Lynn's Kitchen Adventures

Comments

  1. AllieZirkle says:

    How fun to see pictures of such a large piece of meat!

  2. It sure would take a heavy-duty roasting pan to get that thing out of the oven safely. There’s enough pork in that pan to satiate Congress. I’ll bet you’ve got some great stories to tell of the feast you had with it!

  3. My SIL sent my brother to the store with a detailed list. She didn’t specify the size of ham and he came home with WHOLE ham–32 pounds–frozen solid. It didn’t fit in their oven, the fridge, or any pan that they owned. They decided to hack it into chunks the best they could (still frozen solid) with the help of an ax.

    I think that my brother bought a huge ham on purpose to get out of grocery shopping in the future.

  4. Thanks for satisfying your curious readers!

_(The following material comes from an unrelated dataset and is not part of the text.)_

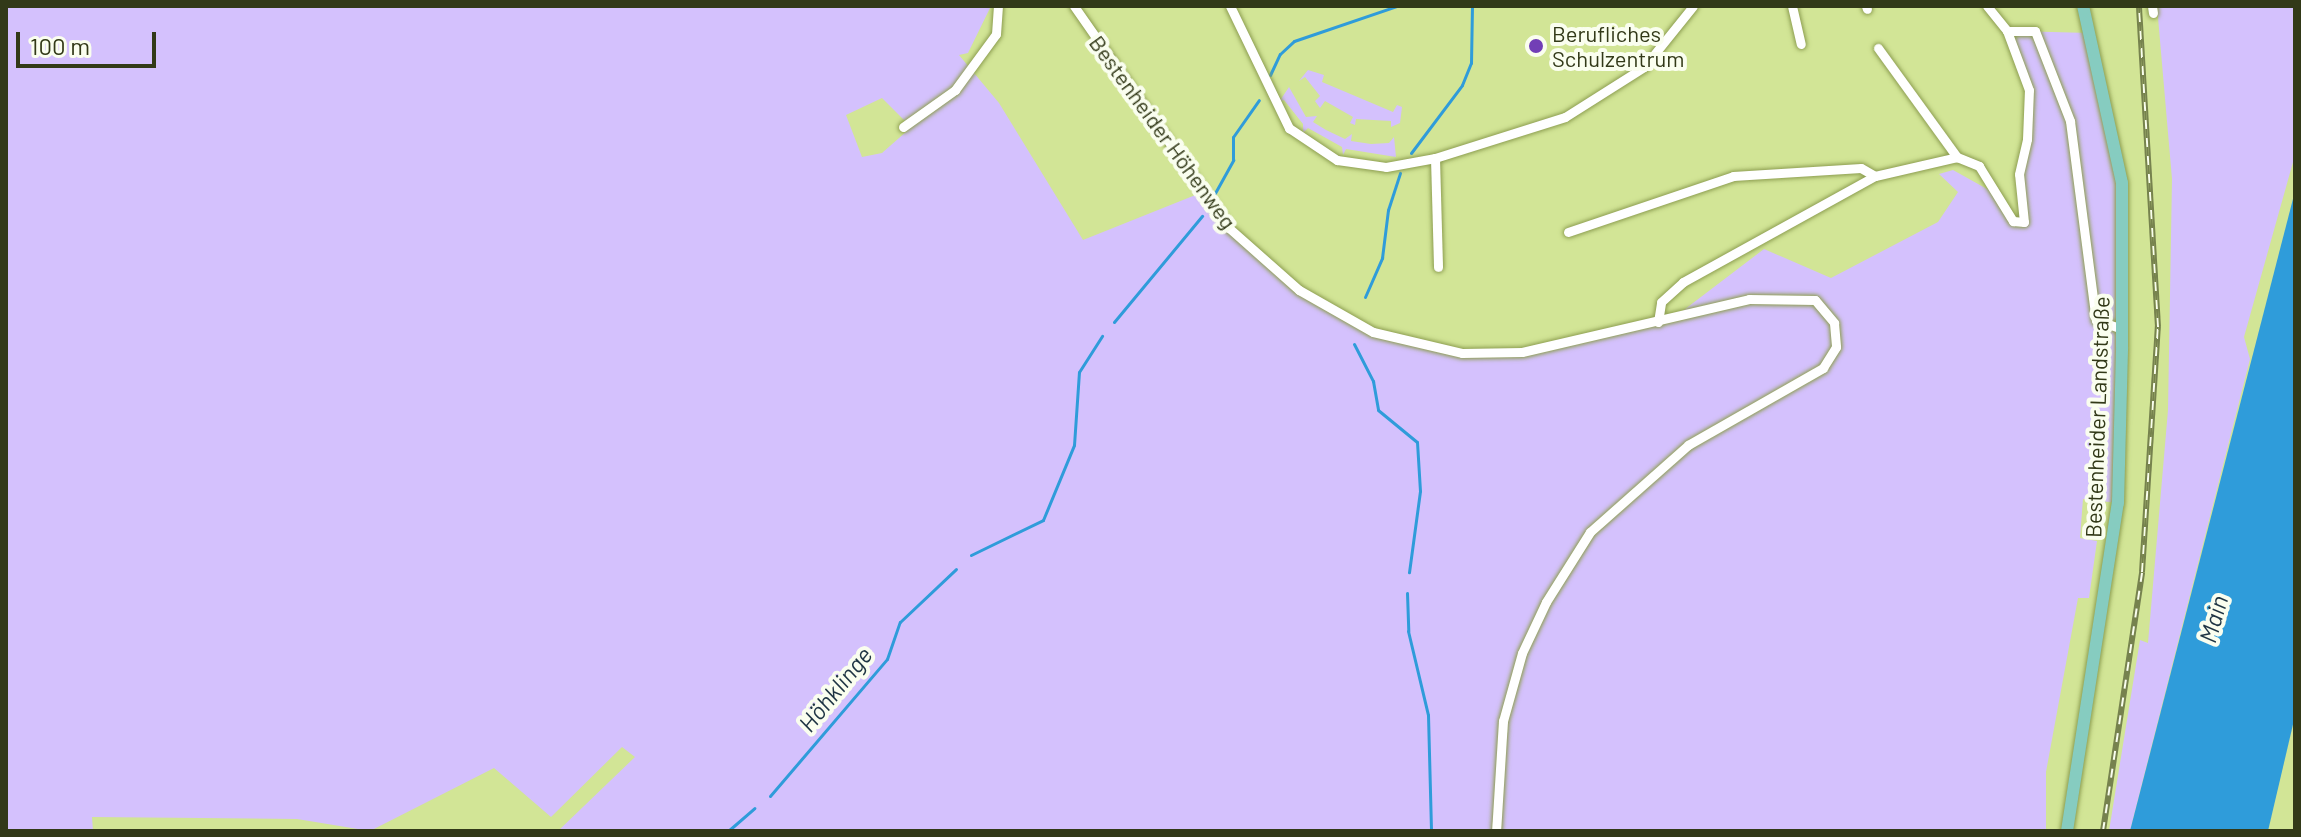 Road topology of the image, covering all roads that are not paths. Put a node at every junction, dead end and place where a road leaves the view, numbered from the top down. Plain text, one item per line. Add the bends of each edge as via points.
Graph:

I was going to ask if you could just have the butcher cut the ham in half, and then I read that 18 lbs is already half the ham! Wow!

    I’ve never cooked a ham at all…I’m unmarried and still in college. I can cook but I don’t have full experience with cooking all kinds of different foods yet! I am particularly nervous about cooking different types of meat, like how to prepare steak, roasts, and yes, ham. I wonder if you would consider posting some tutorials on these basics in the future?

  5. Wow, that’s a large ham! I can’t even imagine cooking one that large. I buy small hams (about 8 to 9 lbs) and cook it in the slow cooker. I put a little bit of brown sugar in it and rub it on all sides. I got that from Allrecipes.com a long time ago, and it’s never done me wrong.

  6. My husband no longer eats pork and I have tried giving it up. But !!!! I love ham and bacon.

    Your finished ham looks great. Are your hams uncured (by this I mean are they nitrate free?)

  7. julie stinson says:

    Where is the glaze recipe ? thanks.

  8. julie stinson says:

    Thanks for the quickly reply for the ham glaze recipe !!!

  9. Hi Lynn!
    I was just looking for recipes and came across this about the 18 lb hams. I raised and butchered 2 pigs last year and ended up with 4, 18 lb hams. I make my own sausage and bacon and I am making one of the hams for our wedding anniversary (5 years). I have had the ham in brine for 3 weeks and am going to cook it this weekend. I am so excited and was hoping to find how someone else had cooked one. But it seems that hams this big are a rarity. I would love to know how you cooked yours? I am probably going to start mine on our barbeque with some smoke and then finish it in the oven. If you would like to know how this turns out send me an e-mail and we can swap stories, lol! Take care, Cathy.

  10. I have been following you for a while, but just now saw that you raise hogs. We do too. We live on a large family farm, my job is grocery planning and shopping. We have tons of pork, but I run out of ideas of what to do with it. We also commercially grow chickens, but after dealing with those all day, my father does NOT want chicken for dinner. Pork is his favorite, but I still find myself buying beef at the store. I will be following you MUCH closer now! Thanks!

    • Chicken is actually a treat at our house. :-) We buy half a beef each year, my husband and kids hunt, and we of course have lots of pork, so my loves loves it when I serve chicken. But I can see why you would not want chicken for dinner after dealing with them all day. I find myself using pork all the time even in things like tacos that you might not usually serve it in. It is fun to find things in common with my readers so thanks for sharing about your family and farm.